In 1968, Brian Jones of the Rolling Stones traveled to a small village in Morocco to find the birthplace of world music. By some counts, the legendary Master Musicians of Jajouka have played for 1300 years, distinguished by african oboes, lutes and bamboo flutes. Beat Generation hoi polloi like artist Brion Gysin, and authors Paul Bowles and Williiam Burroughs were fans. (Gysin introduced Jones to the group.) Before he died, Jones recorded Brian Jones Presents the Pipes of Pan at Jajouka. Three years later, Robert Palmer, who was the first-ever rock critic for the New York Times, repeated the journey. (Before his death in 1997, Palmer was also a contributor to Rolling Stone and was considered the country’s pre-eminent music critic.)

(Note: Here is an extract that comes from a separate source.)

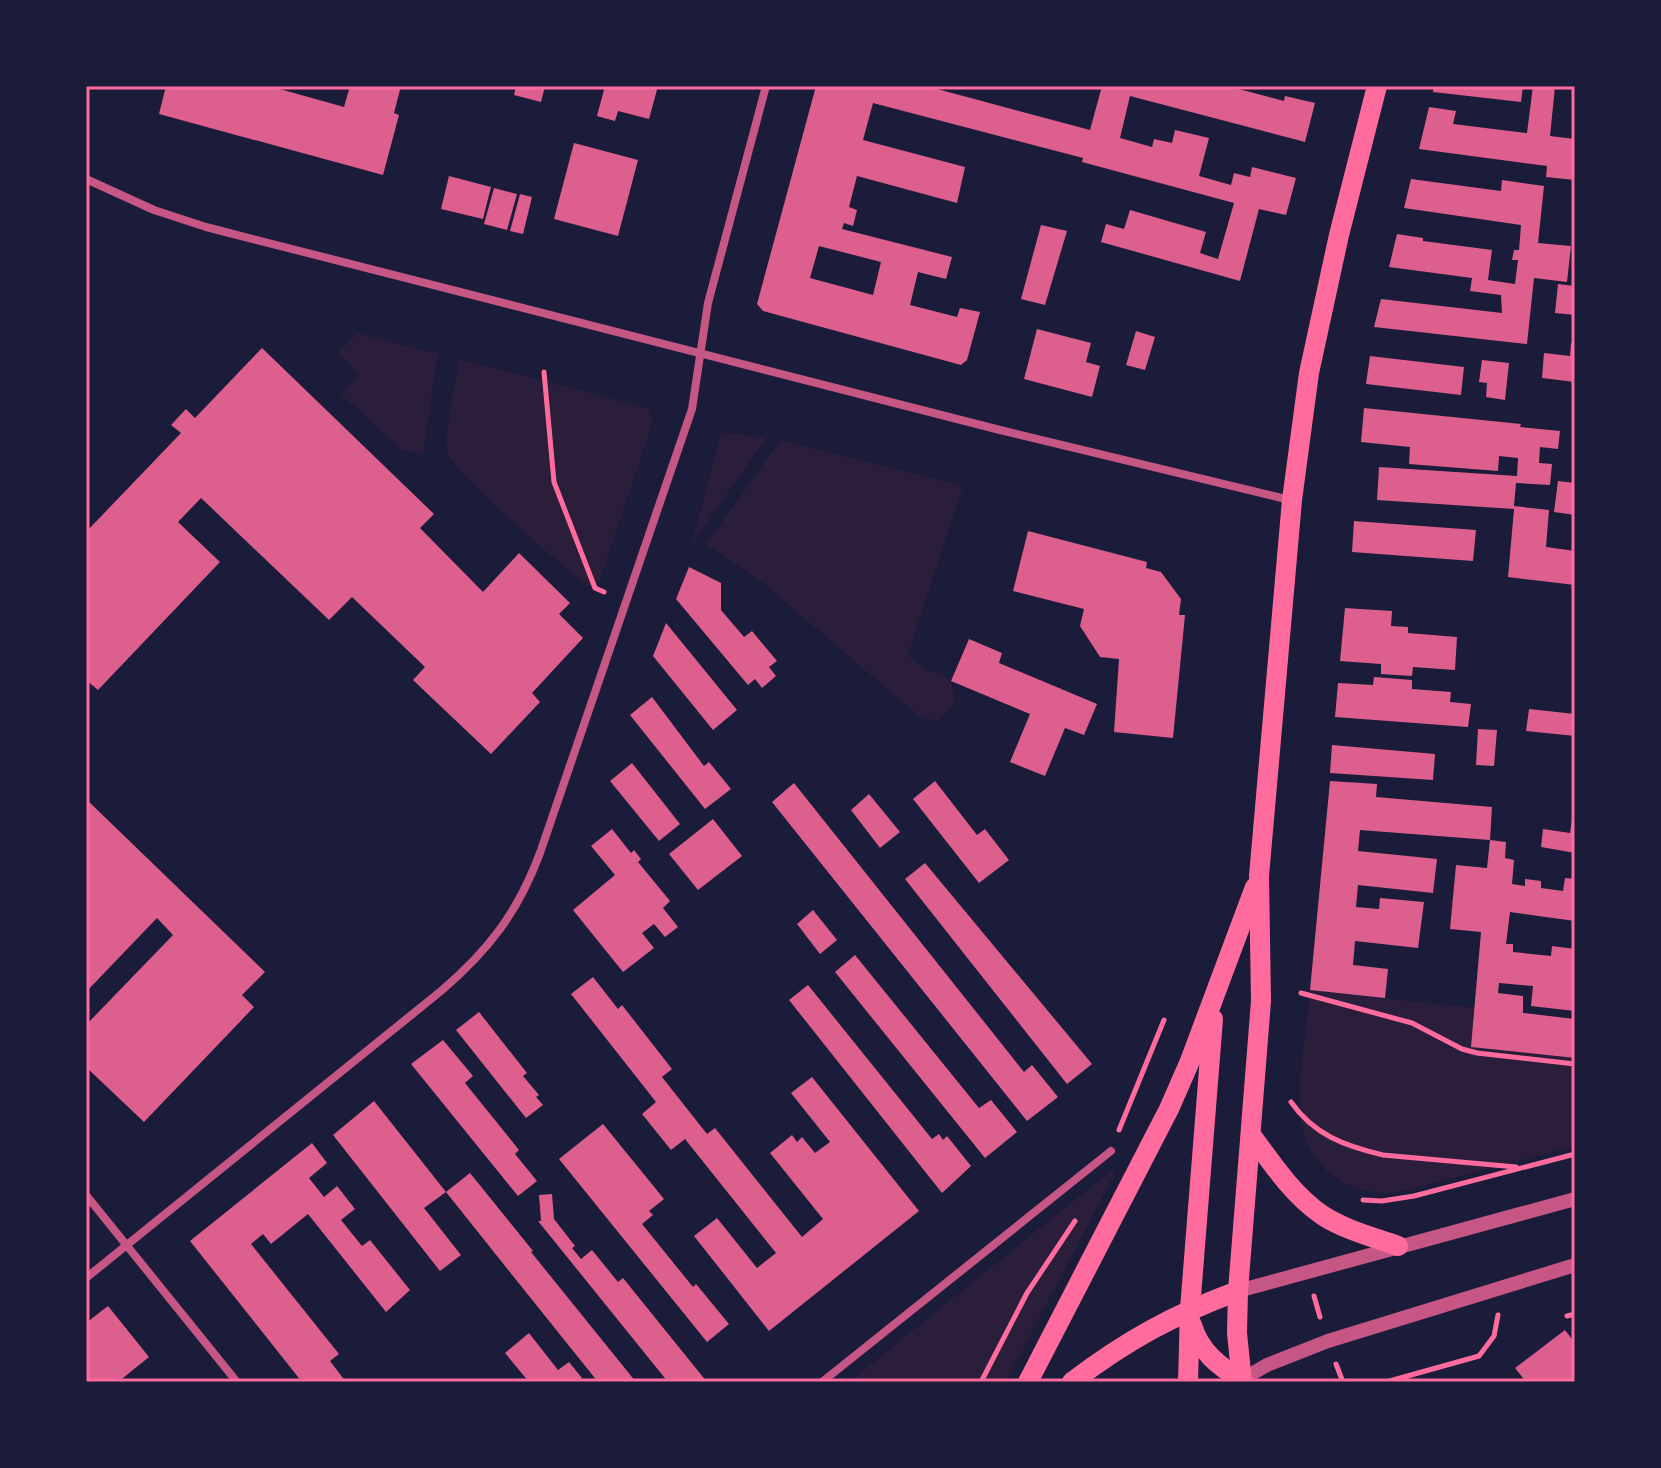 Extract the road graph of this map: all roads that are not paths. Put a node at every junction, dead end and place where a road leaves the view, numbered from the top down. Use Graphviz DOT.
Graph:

Palmer’s relationship to the Jajouka players will be the subject of an upcoming film called The Hand of Fatima, directed and written by his daughter Augusta. I caught notice of this film because it was recently named one of ten winners of the Independent Film Project’s Documentary Lab. The program mentors filmmakers in a four day seminar and provides info on technical, creative, and post-production issues for films in the rough cut stage. The docs later screen at IFP’s Independent Film Week in September. I’m definitely catching this one. When cross-continental music docs cohere, they can be pretty unforgettable music and cultural works. (We still get requests to show our project where Dave Matthews and Trey Anastasio went to Sengal to play with Orchestra Baobab. It predated our VH1 Rock Doc franchise but helped give us confidence to proceed with a documentary series.)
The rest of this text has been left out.